__TASK__:
Scan the material for the word "Wiedergården", then return every line where it appears.

##### THE DATA

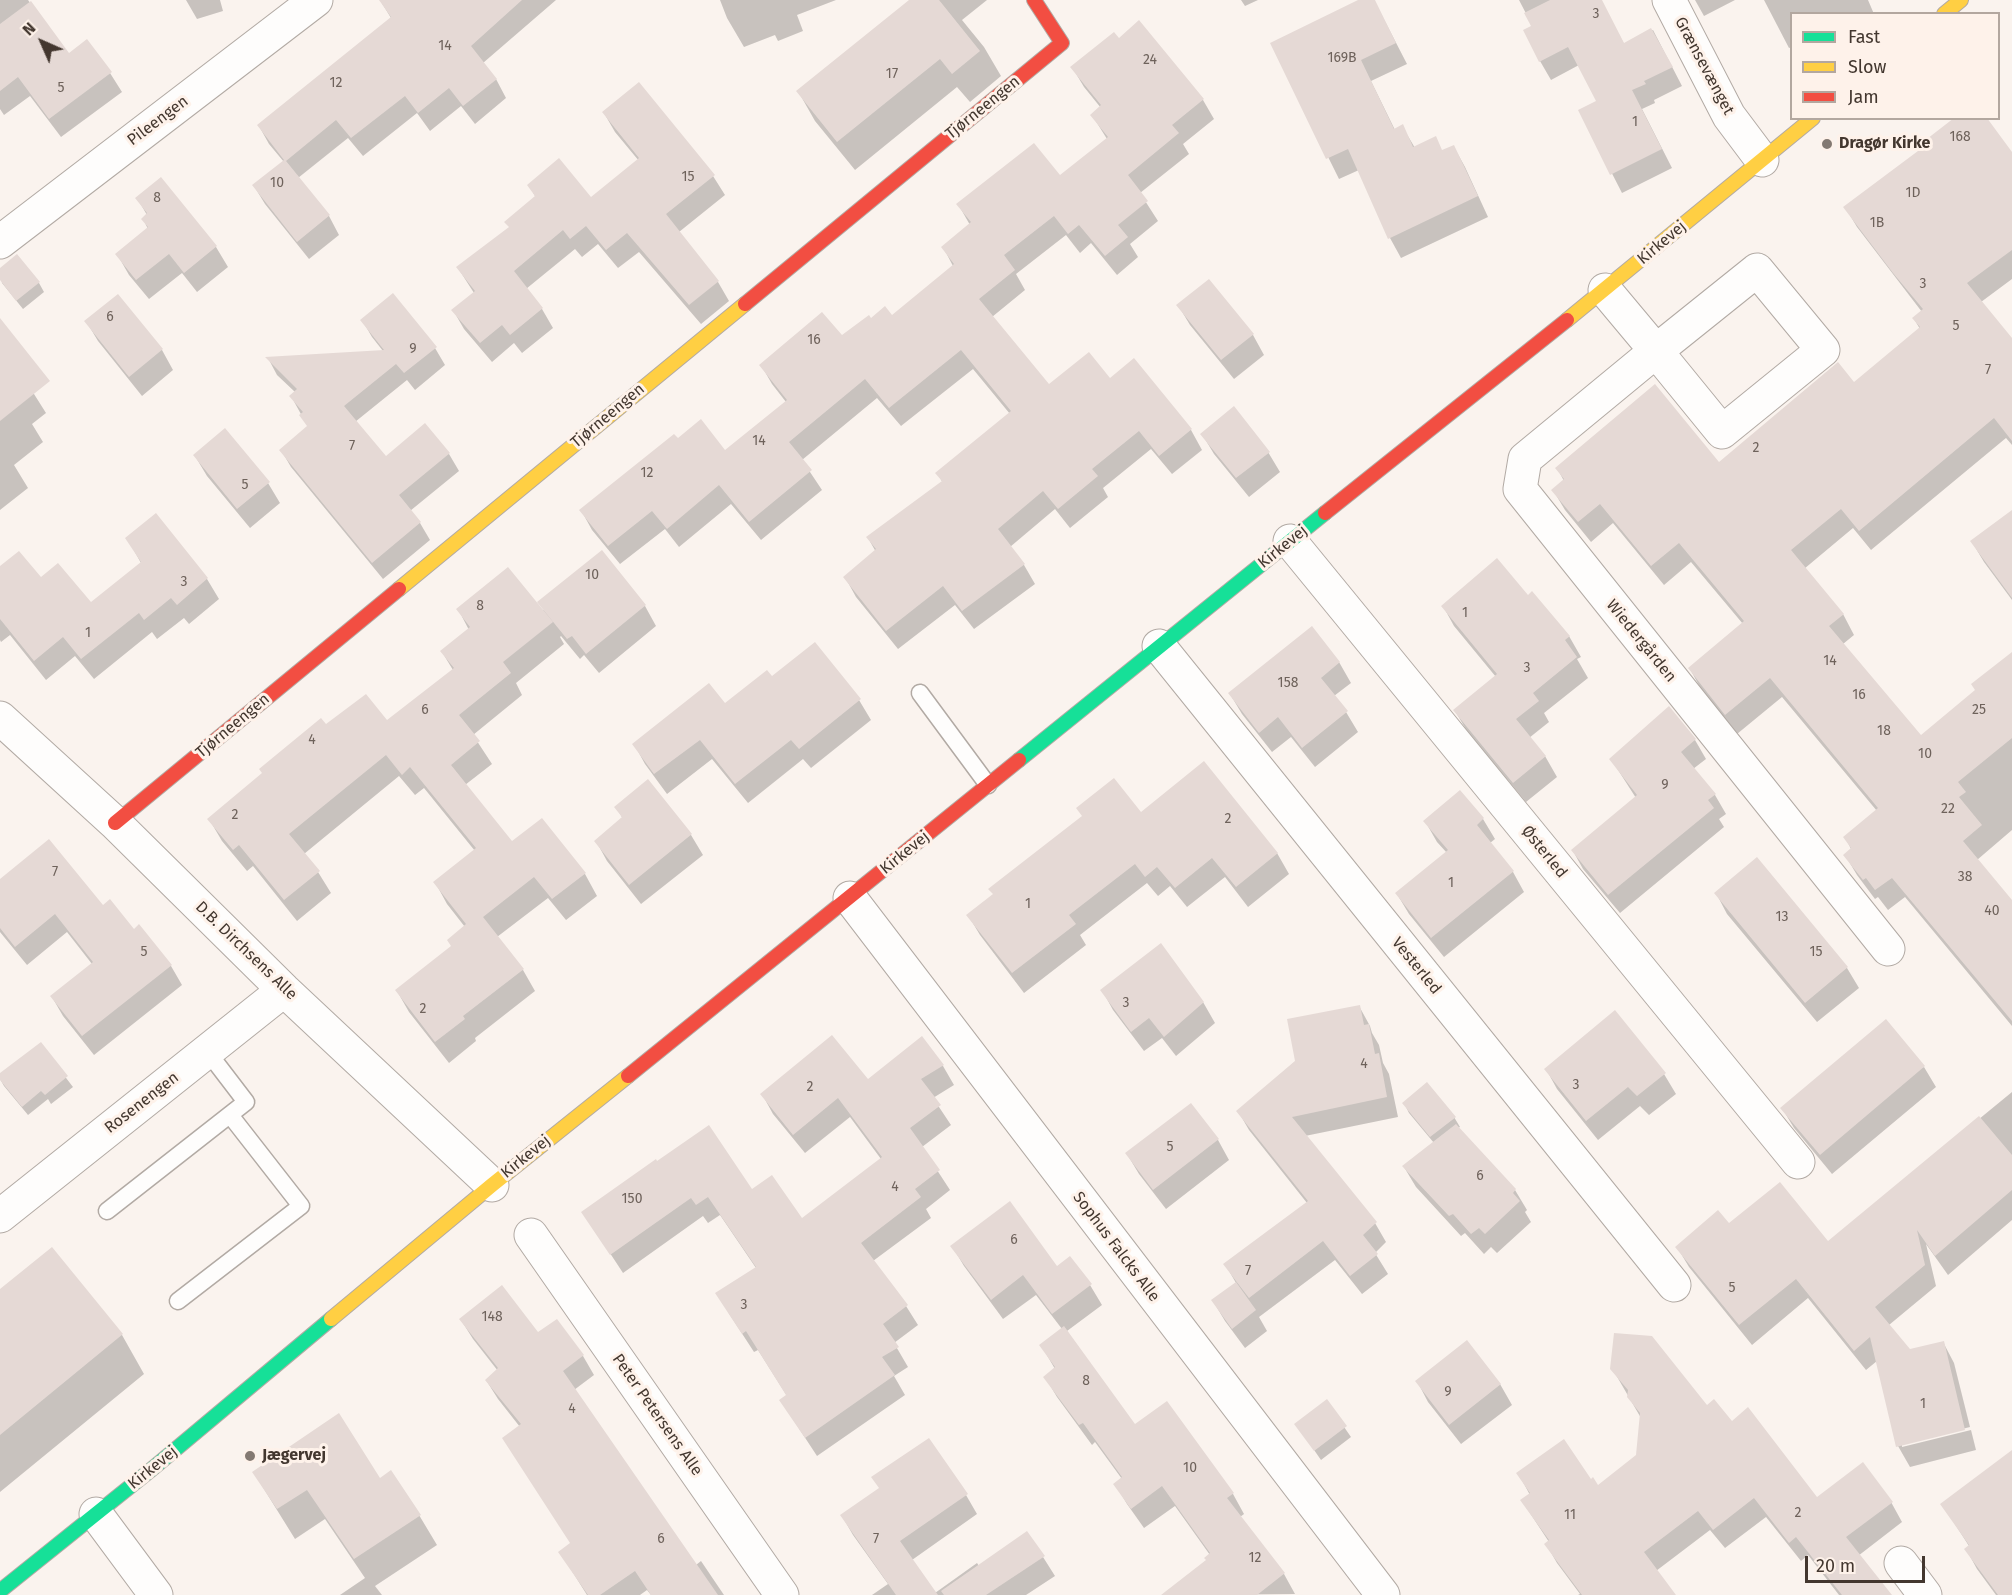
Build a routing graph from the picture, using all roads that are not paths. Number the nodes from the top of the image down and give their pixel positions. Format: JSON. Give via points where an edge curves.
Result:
{"nodes":[{"id":1,"x":316,"y":0,"type":"edge"},
{"id":2,"x":1034,"y":0,"type":"edge"},
{"id":3,"x":1669,"y":0,"type":"edge"},
{"id":4,"x":1961,"y":0,"type":"edge"},
{"id":5,"x":1946,"y":12,"type":"edge"},
{"id":6,"x":1811,"y":120,"type":"edge"},
{"id":7,"x":1762,"y":160,"type":"junction"},
{"id":8,"x":0,"y":242,"type":"edge"},
{"id":9,"x":1605,"y":290,"type":"junction"},
{"id":10,"x":1656,"y":351,"type":"junction"},
{"id":11,"x":1290,"y":541,"type":"junction"},
{"id":12,"x":1159,"y":646,"type":"junction"},
{"id":13,"x":920,"y":693,"type":"dead end"},
{"id":14,"x":0,"y":718,"type":"edge"},
{"id":15,"x":988,"y":785,"type":"junction"},
{"id":16,"x":115,"y":823,"type":"junction"},
{"id":17,"x":850,"y":898,"type":"junction"},
{"id":18,"x":1888,"y":949,"type":"dead end"},
{"id":19,"x":284,"y":990,"type":"junction"},
{"id":20,"x":207,"y":1051,"type":"junction"},
{"id":21,"x":230,"y":1115,"type":"junction"},
{"id":22,"x":1798,"y":1162,"type":"dead end"},
{"id":23,"x":492,"y":1185,"type":"junction"},
{"id":24,"x":107,"y":1211,"type":"dead end"},
{"id":25,"x":0,"y":1216,"type":"edge"},
{"id":26,"x":531,"y":1235,"type":"dead end"},
{"id":27,"x":1674,"y":1285,"type":"dead end"},
{"id":28,"x":178,"y":1300,"type":"dead end"},
{"id":29,"x":96,"y":1514,"type":"junction"},
{"id":30,"x":1902,"y":1563,"type":"dead end"},
{"id":31,"x":0,"y":1591,"type":"edge"},
{"id":32,"x":156,"y":1595,"type":"edge"},
{"id":33,"x":782,"y":1595,"type":"edge"},
{"id":34,"x":1383,"y":1595,"type":"edge"},
{"id":35,"x":1925,"y":1595,"type":"edge"}],
"edges":[{"from":1,"to":8,"type":"street","name":"Pileengen"},
{"from":2,"to":16,"type":"main road","name":"Tjørneengen","via":[[1062,44]]},
{"from":3,"to":7,"type":"street","name":"Grænsevænget","via":[[1729,116]]},
{"from":4,"to":5,"type":"main road"},
{"from":6,"to":7,"type":"main road","name":"Kirkevej"},
{"from":7,"to":9,"type":"main road","name":"Kirkevej"},
{"from":9,"to":10,"type":"street","name":"Wiedergården"},
{"from":9,"to":11,"type":"main road","name":"Kirkevej"},
{"from":10,"to":10,"type":"street","name":"Wiedergården","via":[[1722,432],[1822,350],[1757,270]]},
{"from":10,"to":18,"type":"street","name":"Wiedergården","via":[[1525,459],[1520,489]]},
{"from":11,"to":12,"type":"main road","name":"Kirkevej"},
{"from":11,"to":22,"type":"street","name":"Østerled"},
{"from":12,"to":15,"type":"main road","name":"Kirkevej"},
{"from":12,"to":27,"type":"street","name":"Vesterled"},
{"from":13,"to":15,"type":"lane"},
{"from":14,"to":16,"type":"street","name":"D.B. Dirchsens Alle"},
{"from":15,"to":17,"type":"main road","name":"Kirkevej"},
{"from":16,"to":19,"type":"street","name":"D.B. Dirchsens Alle"},
{"from":17,"to":23,"type":"main road","name":"Kirkevej"},
{"from":17,"to":34,"type":"street","name":"Sophus Falcks Alle"},
{"from":19,"to":20,"type":"street","name":"Rosenengen"},
{"from":19,"to":23,"type":"street","name":"D.B. Dirchsens Alle"},
{"from":20,"to":21,"type":"lane","via":[[246,1102]]},
{"from":20,"to":25,"type":"street","name":"Rosenengen"},
{"from":21,"to":24,"type":"lane"},
{"from":21,"to":28,"type":"lane","via":[[301,1206]]},
{"from":23,"to":29,"type":"main road","name":"Kirkevej"},
{"from":26,"to":33,"type":"street","name":"Peter Petersens Alle"},
{"from":29,"to":31,"type":"main road","name":"Kirkevej"},
{"from":29,"to":32,"type":"street"},
{"from":30,"to":35,"type":"street"}]}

##########

__REPLY TO THE TASK__:
{"from":9,"to":10,"type":"street","name":"Wiedergården"},
{"from":10,"to":10,"type":"street","name":"Wiedergården","via":[[1722,432],[1822,350],[1757,270]]},
{"from":10,"to":18,"type":"street","name":"Wiedergården","via":[[1525,459],[1520,489]]},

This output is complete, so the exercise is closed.